--- EXERCISE MATERIAL Enclosed Below ---

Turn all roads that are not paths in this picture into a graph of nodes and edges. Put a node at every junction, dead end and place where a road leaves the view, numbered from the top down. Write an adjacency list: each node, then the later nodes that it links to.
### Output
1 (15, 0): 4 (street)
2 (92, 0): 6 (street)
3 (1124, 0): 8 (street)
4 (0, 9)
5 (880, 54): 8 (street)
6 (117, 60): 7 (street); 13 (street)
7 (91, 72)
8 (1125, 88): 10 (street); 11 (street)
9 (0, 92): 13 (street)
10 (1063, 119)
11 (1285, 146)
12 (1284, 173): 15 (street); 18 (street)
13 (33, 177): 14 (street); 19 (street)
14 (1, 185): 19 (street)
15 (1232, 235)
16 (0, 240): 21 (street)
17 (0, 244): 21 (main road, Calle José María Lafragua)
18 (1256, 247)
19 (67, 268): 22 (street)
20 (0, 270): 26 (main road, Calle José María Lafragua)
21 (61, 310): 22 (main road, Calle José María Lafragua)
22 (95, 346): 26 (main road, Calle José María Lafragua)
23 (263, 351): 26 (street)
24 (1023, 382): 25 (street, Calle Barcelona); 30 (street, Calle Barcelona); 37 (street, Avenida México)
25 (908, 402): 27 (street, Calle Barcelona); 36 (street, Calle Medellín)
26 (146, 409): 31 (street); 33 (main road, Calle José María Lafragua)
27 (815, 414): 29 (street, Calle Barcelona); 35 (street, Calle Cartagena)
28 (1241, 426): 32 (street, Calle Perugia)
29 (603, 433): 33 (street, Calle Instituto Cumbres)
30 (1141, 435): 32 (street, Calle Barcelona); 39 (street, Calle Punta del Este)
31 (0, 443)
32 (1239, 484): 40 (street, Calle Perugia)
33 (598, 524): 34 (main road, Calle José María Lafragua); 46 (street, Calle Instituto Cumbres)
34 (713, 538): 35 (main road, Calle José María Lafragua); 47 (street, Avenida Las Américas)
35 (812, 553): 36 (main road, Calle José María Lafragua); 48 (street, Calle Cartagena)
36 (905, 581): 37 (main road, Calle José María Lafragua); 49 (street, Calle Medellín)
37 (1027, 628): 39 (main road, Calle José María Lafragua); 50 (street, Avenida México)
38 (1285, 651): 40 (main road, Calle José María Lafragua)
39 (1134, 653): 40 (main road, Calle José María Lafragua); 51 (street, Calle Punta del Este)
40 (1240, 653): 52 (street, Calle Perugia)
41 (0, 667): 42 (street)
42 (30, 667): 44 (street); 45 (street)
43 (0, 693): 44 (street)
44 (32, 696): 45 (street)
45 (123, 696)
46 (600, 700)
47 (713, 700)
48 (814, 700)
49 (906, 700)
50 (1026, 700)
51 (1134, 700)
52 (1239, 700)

--- End of Enclosed EXERCISE MATERIAL ---

◆ **ACTIVITY**:
Filter the preceding entries down to the lines with "Cartagena".

◆ **EXERCISE ANSWER**:
27 (815, 414): 29 (street, Calle Barcelona); 35 (street, Calle Cartagena)
35 (812, 553): 36 (main road, Calle José María Lafragua); 48 (street, Calle Cartagena)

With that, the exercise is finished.